Question

The Motorola Photon is infamous for exhibiting what others have called "black crush" -- when viewing pictures, most of the detail in dark parts of the image is flattened out to black. Up to now, pretty much everyone has blamed it on the Pentile display. HOWEVER, the first time I ever saw the effect, a different thought occurred to me... "Wow, that looks the same (bad) way that pictures encoded for Windows used to look on Linux and Macintosh back when they used gamma of 1.8 instead of Windows' norm of 2.2". My theory is that somewhere along the line, Motorola built the Photon's Android using an old library written back when Motorola was a pre-iPhone Apple partner (or possibly, grabbed old open-source code that assumed 1.8 gamma instead of 2.2).

Why am I so sure? A few days ago, I did a screen capture of the same web page using both my old Epic 4G (Samsung Galaxy S) and my new Photon. Unexpectedly, the Epic's screen capture .png looked normal, but the Photon's screen capture .png had exactly the same bad appearance when viewed on my PC as it did when viewed on the Photon's screen. The moment I saw it, I remembered my earlier thought about a possible gamma-mapping 1.8-vs-2.2 bug, and decided to try and write a demonstration app to show Motorola and convince them that this is a real bug that CAN be fixed.

One experiment I'd like to do would be to take a JPEG image with high dynamic range and detail in both bright and dark areas, and re-encode it to a nonstandard gamma that's basically double the difference between 1.8 and 2.2. The idea is that if I intentionally mis-encode it to the opposite extreme (2.6?), then lie in the metadata and say it's 2.2, it will look normal when viewed on the photon (because the same error that crushes 2.2 down to 1.8 will crush 2.6 down to the proper 2.2).

So, two questions:

  1. What gamma would be equal and opposite the error you'd get if a 2.2 gamma image were decoded as though it were 1.8? 2.6?

  2. Is there any easy way (free Photoshop/gimp plug-in, JPEG encoding library, etc) to intentionally mis-encode a source image to that nonstandard gamma?

Was it helpful?

Solution

When gamma is applied to an image, you start with linear values in the [0.0-1.0] range and raise them to the power of 1/gamma, which gives a result that is also in the [0.0-1.0] range. For a gamma of 1.8 you raise it by 0.56, and for a gamma of 2.2 you raise it by 0.45.

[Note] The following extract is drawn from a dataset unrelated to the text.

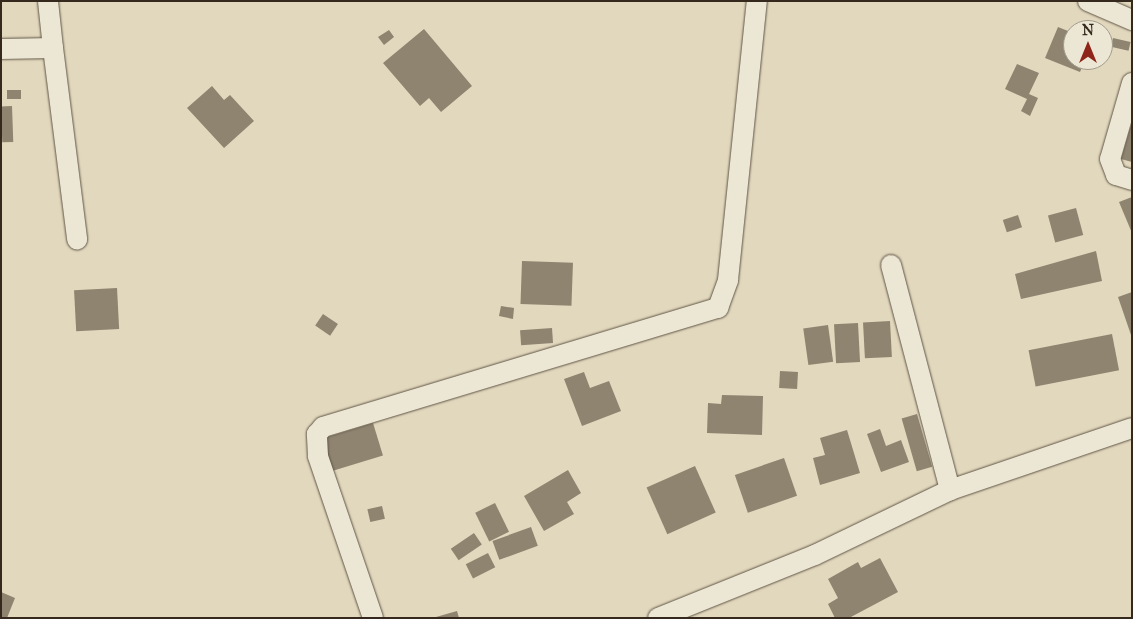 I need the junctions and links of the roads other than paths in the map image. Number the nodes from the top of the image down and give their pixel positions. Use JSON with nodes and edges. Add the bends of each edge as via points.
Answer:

If you've applied a standard 2.2 gamma and you need a 1.8 gamma instead, you raise it again by the ratios of the two correction factors: 0.56/0.45 = 1.22.

Since pixel values are usually in the range of [0-255], you need to divide by 255 before the conversion and multiply by 255 when finished.

I'm not sure if Photoshop or Gimp can do this simply; I know Paint Shop Pro has a command for it.

The definitive resource for anything gamma related is Charles Poynton's Gamma FAQ.